The present study has some limitations. The confidence intervals are wide, in particular for the missing teeth the study’s results should be interpreted with caution, and further research with more precise estimates of the association between some indicators such as missing teeth and the risk of head and neck squamous cell carcinoma.

Oral examinations were done after the occurrence of cancer; also we did not collect data on time since decayed, missing, or filled teeth, however, we included the incidence cases of HNSCC and it is unlikely that they are the consequence of cancer. In the current study, we did not collect information about periodontitis as one of the oral health indicators wich could result in residual confounding, however, a substantial part of oral health conditions can be explained by tooth loss. Moreover, we did not collect data on plaque index and oral hygiene habits (brushing/flossing), and studies showed that those who have high plaque and rarely brush their teeth have significantly higher DMFT index46,47. Possible selection bias is the other limitation, as cases and controls may not be from the same underlying population, to overcome this issue we matched cases and controls by their residential places, moreover we adjusted the reults by residential places. Not having a complete response rate among cases (98%) and controls (88%) could be the other source of selection bias however, the distribution of demographic variables such as age, gender, marital status, and education was approximately the same between respondents and non-respondents. In our validation study, we found a similar underreporting proportion for opium use as an illegal substance between cases and controls48, and the same is possible for alcohol use. On the other hand, the prevalence of alcohol use among controls in the current study was similar to the Iranian Mental Health Survey (IranMHS) 2011 (4.1% versus 5.7%)49. Overall, cases are more prone to report perceived hazardous exposures, and information bias is possible.

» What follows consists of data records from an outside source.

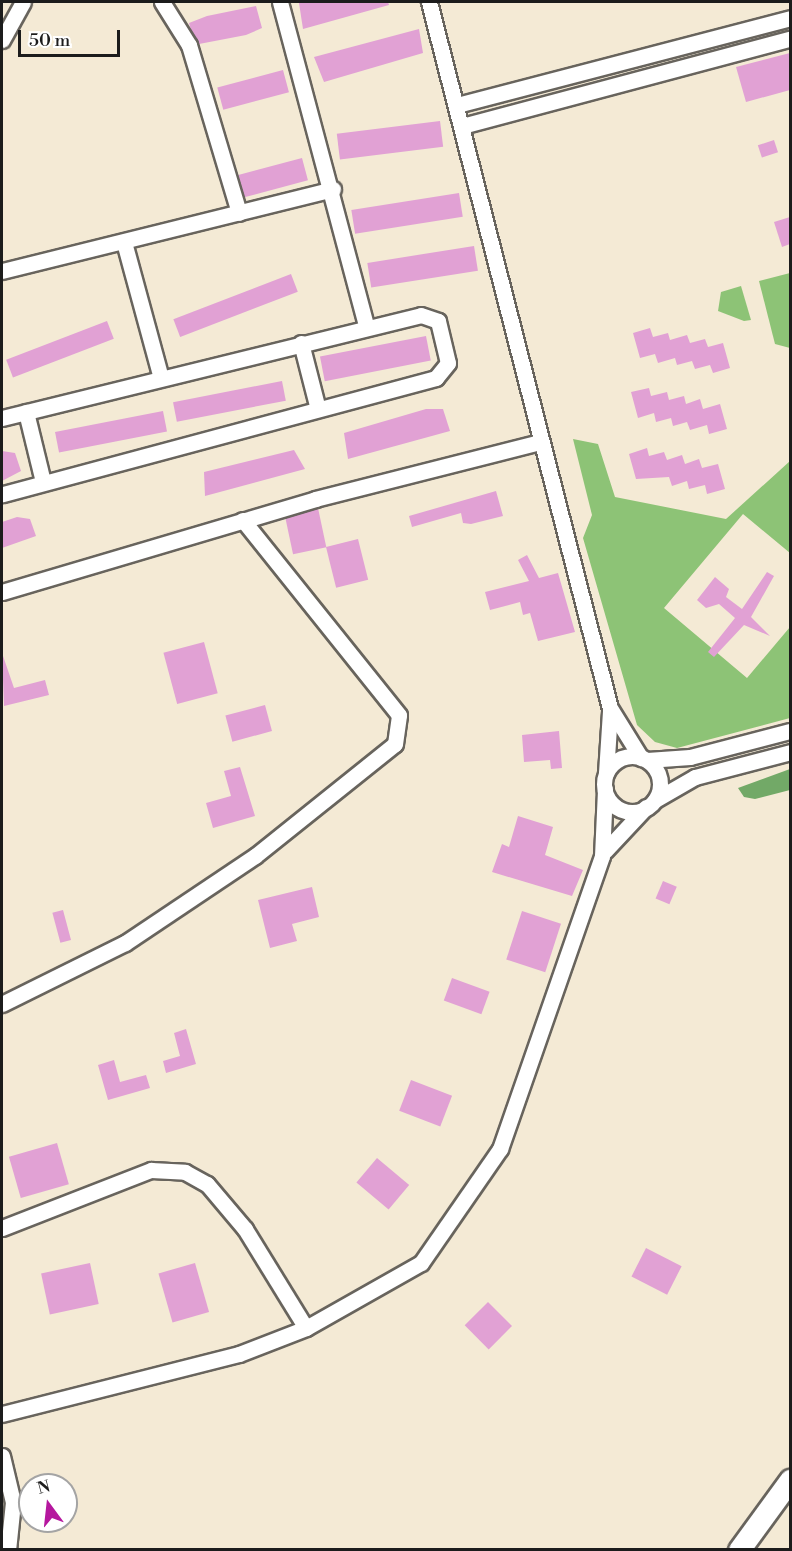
<!DOCTYPE html>
<html>
<head>
<meta charset="utf-8">
<style>
	body { margin:0 }
	#map { position:relative; width:792px; height:1551px; overflow:hidden; background:#f4ead5; font-family:"Libre Bodoni",serif }
	div>[style] { position:absolute }
	.green>* { inset:0; background:#8dc376 }
	.forest>* { inset:0; background:#72a967 }
	.building>* { inset:0; background:#e1a1d4; transform-origin:0 0 }
	.roads { filter:drop-shadow(2px 0 #68645d) drop-shadow(-2px 0 #68645d) drop-shadow(0 2px #68645d) drop-shadow(0 -2px #68645d) }
	.minor>* { height:15px; margin:-7.5px; padding:0 7.5px; transform-origin:7.5px; border-radius:7.5px; background:#fff }
	.minor>.ring { margin:-7.5px; padding:0; box-sizing:content-box; background:none; border:15px solid #fff; border-radius:50% }
	.highway>* { height:21px; margin:-10.5px; padding:0 10.5px; transform-origin:10.5px; border-radius:10.5px; background:#fff }
	span { translate:-50% -50%; white-space:nowrap; text-align:center; line-height:1.15; -webkit-text-stroke:6px #fff; paint-order:stroke }
	.frame { position:absolute; inset:0; border:3px solid #1c1c1c; pointer-events:none }
	.north { position:absolute; left:18px; top:1473px; width:60px; height:60px; box-sizing:border-box; background:#fff; border:2px solid #a4a4a4; border-radius:50%; rotate:345deg; font-size:16px; font-weight:700; line-height:24px; text-align:center; color:#1c1c1c }
	.north::after { content:''; display:block; margin:auto; width:21px; height:27px; background:#b5179e; clip-path:polygon(50% 0,100% 100%,50% 72%,0 100%) }
	.scale { position:absolute; left:18px; top:30px; width:102px; height:27px; box-sizing:border-box; border:3px solid #1c1c1c; border-top:0; padding-left:8px; font-size:18px; line-height:21px; white-space:nowrap; color:#1c1c1c; -webkit-text-stroke:4px #fff; paint-order:stroke }
</style>
</head>
<body>
<div id="map">
	<div class="green">
		<div style="clip-path:polygon(790px 273px,790px 348px,775px 344px,759px 281px)"></div>
		<div style="clip-path:polygon(741px 286px,751px 320px,744px 321px,718px 311px,721px 292px)"></div>
		<div style="clip-path:polygon(573px 439px,598px 444px,615px 497px,726px 519px,790px 461px,790px 553px,743px 514px,664px 608px,747px 678px,790px 627px,790px 718px,677px 748px,655px 742px,637px 725px,583px 538px,592px 515px)"></div>
	</div>
	<div class="forest">
		<div style="clip-path:polygon(790px 769px,790px 790px,755px 799px,744px 797px,738px 788px)"></div>
	</div>
	<div class="building">
		<div style="clip-path:polygon(388px 2px,389px 5px,303px 29px,299px 3px)"></div>
		<div style="clip-path:polygon(256px 6px,262px 28px,246px 35px,199px 44px,191px 30px,189px 23px,207px 16px)"></div>
		<div style="clip-path:polygon(419px 29px,423px 53px,324px 82px,314px 57px)"></div>
		<div style="clip-path:polygon(790px 53px,790px 90px,746px 102px,736px 67px)"></div>
		<div style="left:283px;top:70px;width:23px;height:68px;rotate:75deg"></div>
		<div style="left:440px;top:121px;width:26px;height:104px;rotate:83deg"></div>
		<div style="left:774px;top:140px;width:13px;height:17px;rotate:72deg"></div>
		<div style="left:302px;top:158px;width:23px;height:66px;rotate:75deg"></div>
		<div style="left:459px;top:193px;width:24px;height:109px;rotate:81deg"></div>
		<div style="clip-path:polygon(790px 217px,790px 244px,782px 247px,774px 222px)"></div>
		<div style="left:474px;top:246px;width:25px;height:108px;rotate:81deg"></div>
		<div style="left:291px;top:274px;width:19px;height:126px;rotate:69deg"></div>
		<div style="left:107px;top:321px;width:19px;height:108px;rotate:69deg"></div>
		<div style="clip-path:polygon(650px 328px,653px 337px,668px 333px,670px 340px,687px 335px,690px 343px,705px 339px,708px 347px,723px 343px,730px 368px,713px 373px,710px 365px,695px 369px,692px 361px,677px 365px,675px 358px,658px 363px,655px 354px,640px 358px,633px 333px)"></div>
		<div style="left:426px;top:336px;width:25px;height:108px;rotate:79deg"></div>
		<div style="left:282px;top:381px;width:20px;height:111px;rotate:79deg"></div>
		<div style="clip-path:polygon(649px 388px,651px 396px,667px 392px,669px 400px,684px 396px,686px 404px,700px 399px,703px 409px,720px 404px,727px 429px,709px 434px,707px 425px,690px 430px,687px 422px,673px 426px,671px 418px,656px 422px,654px 413px,638px 418px,631px 392px)"></div>
		<div style="clip-path:polygon(426px 409px,443px 409px,450px 431px,348px 459px,344px 433px)"></div>
		<div style="left:163px;top:411px;width:21px;height:110px;rotate:79deg"></div>
		<div style="clip-path:polygon(647px 448px,649px 456px,664px 452px,667px 460px,682px 455px,685px 464px,699px 459px,702px 468px,718px 464px,725px 489px,707px 494px,705px 485px,689px 489px,687px 481px,672px 486px,669px 477px,636px 479px,629px 454px)"></div>
		<div style="clip-path:polygon(294px 450px,305px 469px,205px 496px,204px 472px)"></div>
		<div style="clip-path:polygon(2px 451px,15px 453px,21px 471px,2px 481px)"></div>
		<div style="clip-path:polygon(496px 491px,503px 516px,471px 524px,463px 523px,461px 513px,412px 527px,409px 516px)"></div>
		<div style="left:318px;top:508px;width:40px;height:34px;rotate:78deg"></div>
		<div style="clip-path:polygon(17px 517px,30px 519px,36px 536px,2px 548px,2px 522px)"></div>
		<div style="left:358px;top:539px;width:42px;height:33px;rotate:76deg"></div>
		<div style="clip-path:polygon(527px 555px,539px 578px,558px 573px,575px 632px,538px 641px,530px 613px,523px 615px,520px 602px,490px 610px,485px 592px,529px 581px,518px 560px)"></div>
		<div style="clip-path:polygon(767px 572px,774px 576px,751px 617px,770px 636px,744px 625px,714px 657px,708px 652px,735px 618px,719px 604px,706px 608px,697px 600px,715px 577px,729px 589px,726px 597px,742px 609px)"></div>
		<div style="left:204px;top:642px;width:53px;height:42px;rotate:75deg"></div>
		<div style="clip-path:polygon(2px 653px,14px 688px,45px 680px,49px 695px,4px 706px)"></div>
		<div style="left:265px;top:705px;width:27px;height:41px;rotate:75deg"></div>
		<div style="clip-path:polygon(559px 731px,562px 768px,551px 769px,550px 760px,524px 762px,522px 735px)"></div>
		<div style="clip-path:polygon(240px 767px,255px 816px,213px 828px,206px 803px,231px 796px,224px 771px)"></div>
		<div style="clip-path:polygon(518px 816px,553px 827px,545px 855px,583px 870px,572px 896px,492px 872px,502px 844px,509px 847px)"></div>
		<div style="left:663px;top:881px;width:15px;height:19px;rotate:23deg"></div>
		<div style="clip-path:polygon(312px 887px,319px 917px,292px 924px,297px 941px,270px 948px,258px 900px)"></div>
		<div style="left:63px;top:910px;width:31px;height:11px;rotate:75deg"></div>
		<div style="left:522px;top:911px;width:41px;height:51px;rotate:18deg"></div>
		<div style="left:452px;top:978px;width:40px;height:24px;rotate:20deg"></div>
		<div style="clip-path:polygon(186px 1029px,196px 1064px,166px 1073px,163px 1061px,180px 1056px,174px 1033px)"></div>
		<div style="clip-path:polygon(114px 1060px,120px 1082px,146px 1075px,150px 1088px,108px 1100px,98px 1065px)"></div>
		<div style="left:411px;top:1080px;width:44px;height:33px;rotate:21deg"></div>
		<div style="left:57px;top:1143px;width:43px;height:50px;rotate:74deg"></div>
		<div style="left:377px;top:1158px;width:42px;height:32px;rotate:40deg"></div>
		<div style="left:646px;top:1248px;width:40px;height:32px;rotate:27deg"></div>
		<div style="left:90px;top:1263px;width:42px;height:50px;rotate:78deg"></div>
		<div style="left:195px;top:1263px;width:51px;height:38px;rotate:74deg"></div>
		<div style="left:488px;top:1302px;width:34px;height:33px;rotate:45deg"></div>
	</div>
	<div class="roads">
		<div class="minor">
			<div style="left:162px;top:2px;width:51px;rotate:57.9deg"></div>
			<div style="left:189px;top:45px;width:175px;rotate:73.4deg"></div>
			<div style="left:280px;top:2px;width:335px;rotate:75.1deg"></div>
			<div style="left:429px;top:2px;width:729px;rotate:75.62deg"></div>
			<div style="left:610px;top:708px;width:59px;rotate:58.2deg"></div>
			<div style="left:2px;top:40px;width:43px;rotate:-61.1deg"></div>
			<div style="left:457px;top:105px;width:344px;rotate:-14.6deg"></div>
			<div style="left:462px;top:126px;width:339px;rotate:-14.9deg"></div>
			<div style="left:124px;top:242px;width:141px;rotate:74.8deg"></div>
			<div style="left:2px;top:271px;width:341px;rotate:-13.9deg"></div>
			<div style="left:301px;top:343px;width:68px;rotate:75.6deg"></div>
			<div style="left:26px;top:412px;width:72px;rotate:76.3deg"></div>
			<div style="left:2px;top:418px;width:431px;rotate:-13.8deg"></div>
			<div style="left:421px;top:315px;width:18px;rotate:19deg"></div>
			<div style="left:438px;top:321px;width:43px;rotate:76.6deg"></div>
			<div style="left:448px;top:363px;width:19px;rotate:129deg"></div>
			<div style="left:436px;top:378px;width:449px;rotate:165deg"></div>
			<div style="left:2px;top:592px;width:327px;rotate:-16.5deg"></div>
			<div style="left:315px;top:499px;width:232px;rotate:-14.2deg"></div>
			<div class="ring" style="left:604px;top:756px;width:41px;height:41px"></div>
			<div style="left:647px;top:760px;width:43px;rotate:-4deg"></div>
			<div style="left:690px;top:757px;width:103px;rotate:-14.6deg"></div>
			<div style="left:606px;top:773px;width:62px;rotate:-86.3deg"></div>
			<div style="left:655px;top:800px;width:46px;rotate:-29.9deg"></div>
			<div style="left:695px;top:777px;width:98px;rotate:-14.7deg"></div>
			<div style="left:605px;top:851px;width:60px;rotate:-47deg"></div>
			<div style="left:2px;top:1004px;width:137px;rotate:-26.4deg"></div>
			<div style="left:125px;top:943px;width:156px;rotate:-33.8deg"></div>
			<div style="left:255px;top:856px;width:179px;rotate:-38.7deg"></div>
			<div style="left:395px;top:744px;width:29px;rotate:-82deg"></div>
			<div style="left:399px;top:715px;width:250px;rotate:-128.7deg"></div>
			<div style="left:2px;top:1228px;width:160px;rotate:-21.3deg"></div>
			<div style="left:151px;top:1170px;width:34px;rotate:3deg"></div>
			<div style="left:185px;top:1172px;width:25px;rotate:29deg"></div>
			<div style="left:207px;top:1184px;width:59px;rotate:49.8deg"></div>
			<div style="left:245px;top:1229px;width:116px;rotate:58.4deg"></div>
			<div style="left:2px;top:1414px;width:244px;rotate:-14.2deg"></div>
			<div style="left:239px;top:1354px;width:72px;rotate:-21.2deg"></div>
			<div style="left:306px;top:1328px;width:132px;rotate:-29.5deg"></div>
			<div style="left:421px;top:1263px;width:139px;rotate:-55.3deg"></div>
			<div style="left:500px;top:1149px;width:310px;rotate:-70.8deg"></div>
			<div style="left:602px;top:856px;width:67px;rotate:-87.4deg"></div>
			<div style="left:2px;top:1456px;width:47px;rotate:76.6deg"></div>
			<div style="left:13px;top:1502px;width:48px;rotate:95.9deg"></div>
		</div>
		<div class="highway">
			<div style="left:739px;top:1550px;width:87px;rotate:-53.9deg"></div>
		</div>
	</div>
	<div class="frame"></div>
	<div class="north">N</div>
	<div class="scale">50 m</div>
</div>
</body>
</html>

Regarding the interaction between smoking and DMFT score, more research is needed to explore the mechanistic pathway of these two factors. To find out if avoiding oral disease can lower the chances of getting head and neck cancer, more studies are needed. Future research should measure oral health directly and objectively, and also look at the types of microbes in the mouth, the signs of inflammation in the body, and how the immune system reacts to long-term inflammation.”

In conclusion, our findings indicate that tooth loss and decayed teeth as oral health indicators can be independent risk factors for HNSCC. However, the multiplicative interaction between tobacco and opium use with the DMFT score emphasizes the importance of tobacco smoking and opium use, which substantially aggravates this association. Results on DMFT score emphasize the importance of dental clinic visits on the HNSCC. These results could help clinicians understand better what causes HNSCC and how to prevent and treat it. Therefore, this report could be useful for clinical practice that focuses on oral health, identifying patients who have a high risk of HNSCC, and making policies that encourage oral health care.”